I know from experience that b-trees have awful performance when data is added to them sequentially (regardless of the direction). However, when data is added randomly, best performance is obtained.

This is easy to demonstrate with the likes of an RB-Tree. Sequential writes cause a maximum number of tree balances to be performed.

I know very few databases use binary trees, but rather used n-order balanced trees. I logically assume they suffer a similar fate to binary trees when it comes to sequential inputs.

This sparked my curiosity.

If this is so, then one could deduce that writing sequential IDs (such as in IDENTITY(1,1)) would cause multiple re-balances of the tree to occur. I have seen many posts argue against GUIDs as "these will cause random writes". I never use GUIDs, but it struck me that this "bad" point was in fact a good point.

So I decided to test it. Here is my code:

SET ANSI_NULLS ON
GO
SET QUOTED_IDENTIFIER ON
GO
CREATE TABLE [dbo].[T1](
    [ID] [int] NOT NULL
 CONSTRAINT [T1_1] PRIMARY KEY CLUSTERED ([ID] ASC) 
)
GO

CREATE TABLE [dbo].[T2](
    [ID] [uniqueidentifier] NOT NULL
 CONSTRAINT [T2_1] PRIMARY KEY CLUSTERED ([ID] ASC)
)

GO

declare @i int, @t1 datetime, @t2 datetime, @t3 datetime, @c char(300)

set @t1 = GETDATE()
set @i = 1

while @i < 2000 begin
    insert into T2 values (NEWID(), @c)
    set @i = @i + 1
end

set @t2 = GETDATE()
WAITFOR delay '0:0:10'
set @t3 = GETDATE()
set @i = 1

while @i < 2000 begin
    insert into T1 values (@i, @c)
    set @i = @i + 1
end

select DATEDIFF(ms, @t1, @t2) AS [Int], DATEDIFF(ms, @t3, getdate()) AS [GUID]

drop table T1
drop table T2

Note that I am not subtracting any time for the creation of the GUID nor for the considerably extra size of the row. The results on my machine were as follows:

Int: 17,340 ms GUID: 6,746 ms

This means that in this test, random inserts of 16 bytes was almost 3 times faster than sequential inserts of 4 bytes.
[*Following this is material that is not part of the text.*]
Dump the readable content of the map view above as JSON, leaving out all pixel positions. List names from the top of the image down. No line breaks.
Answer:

Would anyone like to comment on this?

Ps. I get that this isn't a question. It's an invite to discussion, and that is relevant to learning optimum programming.
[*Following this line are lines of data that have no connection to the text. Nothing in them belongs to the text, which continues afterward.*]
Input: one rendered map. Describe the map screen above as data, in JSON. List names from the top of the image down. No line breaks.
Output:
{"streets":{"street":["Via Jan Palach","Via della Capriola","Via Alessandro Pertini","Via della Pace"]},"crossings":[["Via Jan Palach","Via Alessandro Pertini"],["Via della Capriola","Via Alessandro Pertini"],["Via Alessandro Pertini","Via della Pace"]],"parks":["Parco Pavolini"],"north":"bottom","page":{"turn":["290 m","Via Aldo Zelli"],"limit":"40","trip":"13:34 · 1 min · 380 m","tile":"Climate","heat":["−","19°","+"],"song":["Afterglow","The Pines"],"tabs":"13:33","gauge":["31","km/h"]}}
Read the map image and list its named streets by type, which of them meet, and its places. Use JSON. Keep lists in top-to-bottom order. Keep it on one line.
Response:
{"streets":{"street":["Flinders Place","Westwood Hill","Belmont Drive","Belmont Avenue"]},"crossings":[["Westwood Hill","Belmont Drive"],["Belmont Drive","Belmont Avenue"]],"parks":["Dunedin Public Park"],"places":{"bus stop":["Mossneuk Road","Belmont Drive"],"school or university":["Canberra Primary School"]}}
flip the operation and the int is faster..have you taken into account log and data file growth? Run each separately

declare @i int, @t1 datetime, @t2 datetime

set @t1 = GETDATE()
set @i = 1

while @i < 10000 begin
    insert into T2 values (NEWID())
    set @i = @i + 1
END


set @t2 = GETDATE()
set @i = 1

while @i < 10000 begin
    insert into T1 values (@i)
    set @i = @i + 1
end



select DATEDIFF(ms, @t1, @t2) AS [UID], DATEDIFF(ms, @t2, getdate()) AS [Int]
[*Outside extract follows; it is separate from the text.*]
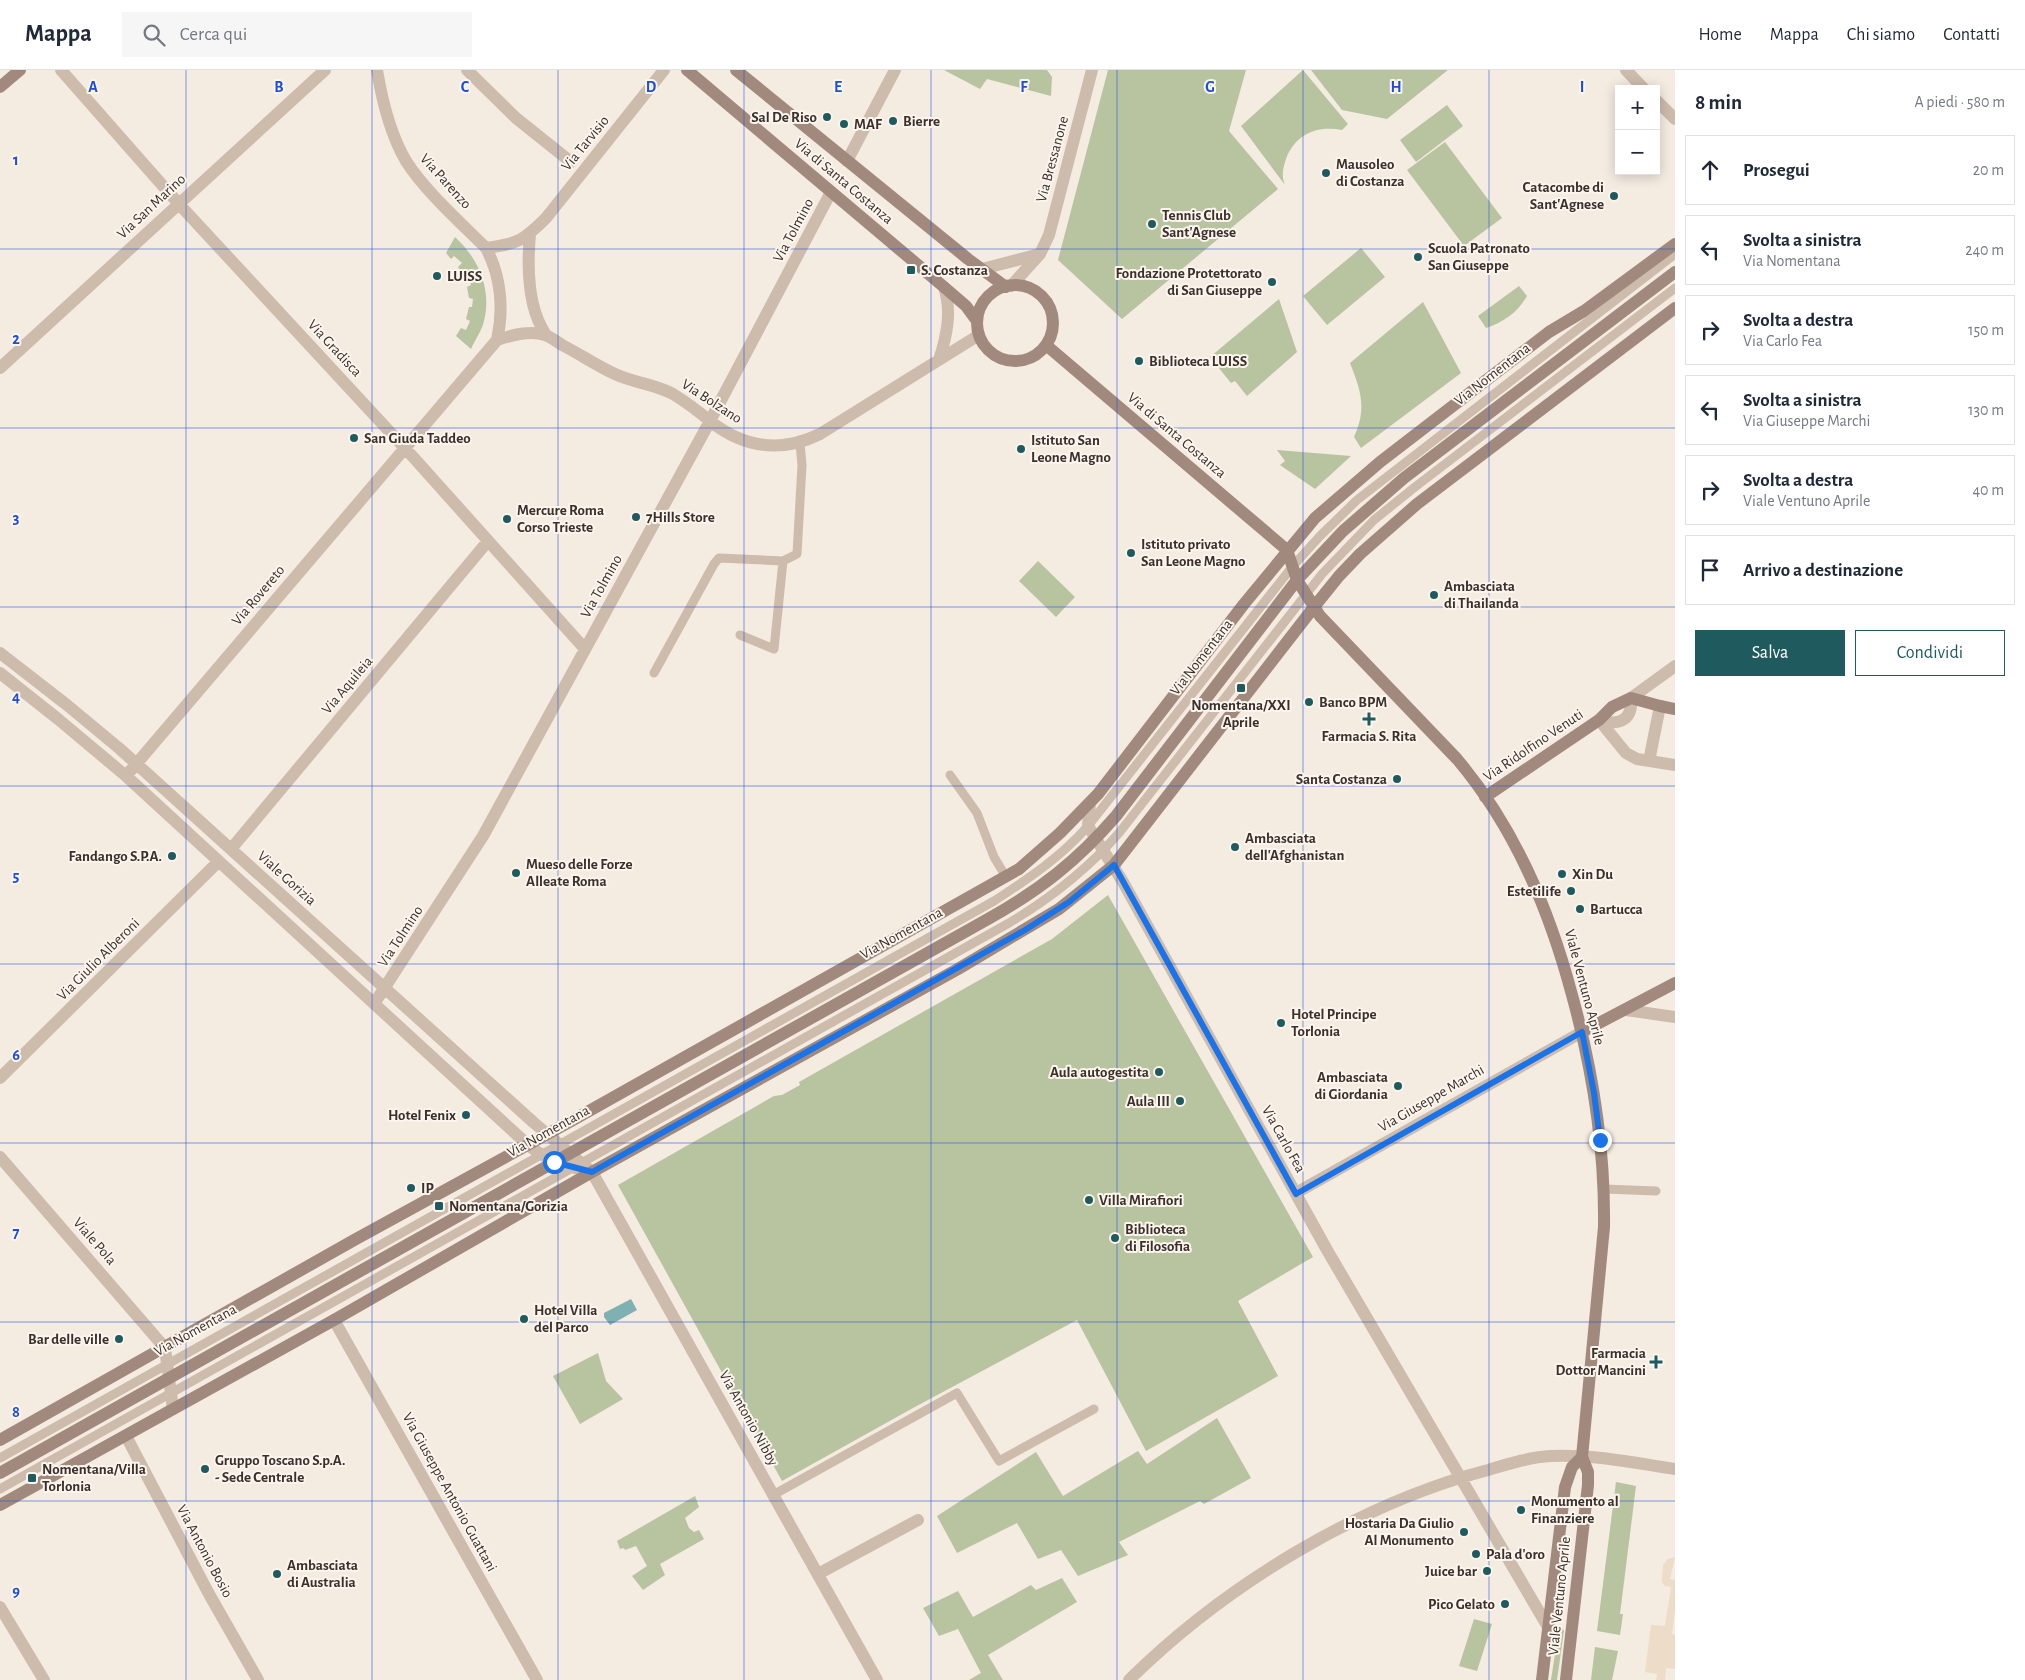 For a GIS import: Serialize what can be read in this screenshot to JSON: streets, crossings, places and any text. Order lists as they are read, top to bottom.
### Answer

the problem with UUIDs is when clustering on them and not using NEWSEQUENTIALID() is that they cause page breaks and fragmentation of the table

now try like this and you see it is almost the same

declare @i int, @t1 datetime, @t2 datetime

set @t1 = GETDATE()
set @i = 1

while @i < 10000 begin
    insert into T2 values (NEWID())
    set @i = @i + 1
END
select DATEDIFF(ms, @t1, getdate()) 

set @t1 = GETDATE()
set @i = 1

while @i < 10000 begin
    insert into T1 values (@i)
    set @i = @i + 1
end



select DATEDIFF(ms, @t1, getdate())

And reversed

declare @i int, @t1 datetime, @t2 datetime



set @t1 = GETDATE()
set @i = 1

while @i < 10000 begin
    insert into T1 values (@i)
    set @i = @i + 1
end

set @t1 = GETDATE()
set @i = 1

while @i < 10000 begin
    insert into T2 values (NEWID())
    set @i = @i + 1
END
select DATEDIFF(ms, @t1, getdate())

You are not measuring the INSERT speed. You are measuring your log flush performance. Since you commit after each INSERT, all those tests are doing are sitting around waiting for commit to harden the log. That is hardly relevant for INSERT performance. And please don't post 'performance' measurements when SET NOCOUNT is OFF...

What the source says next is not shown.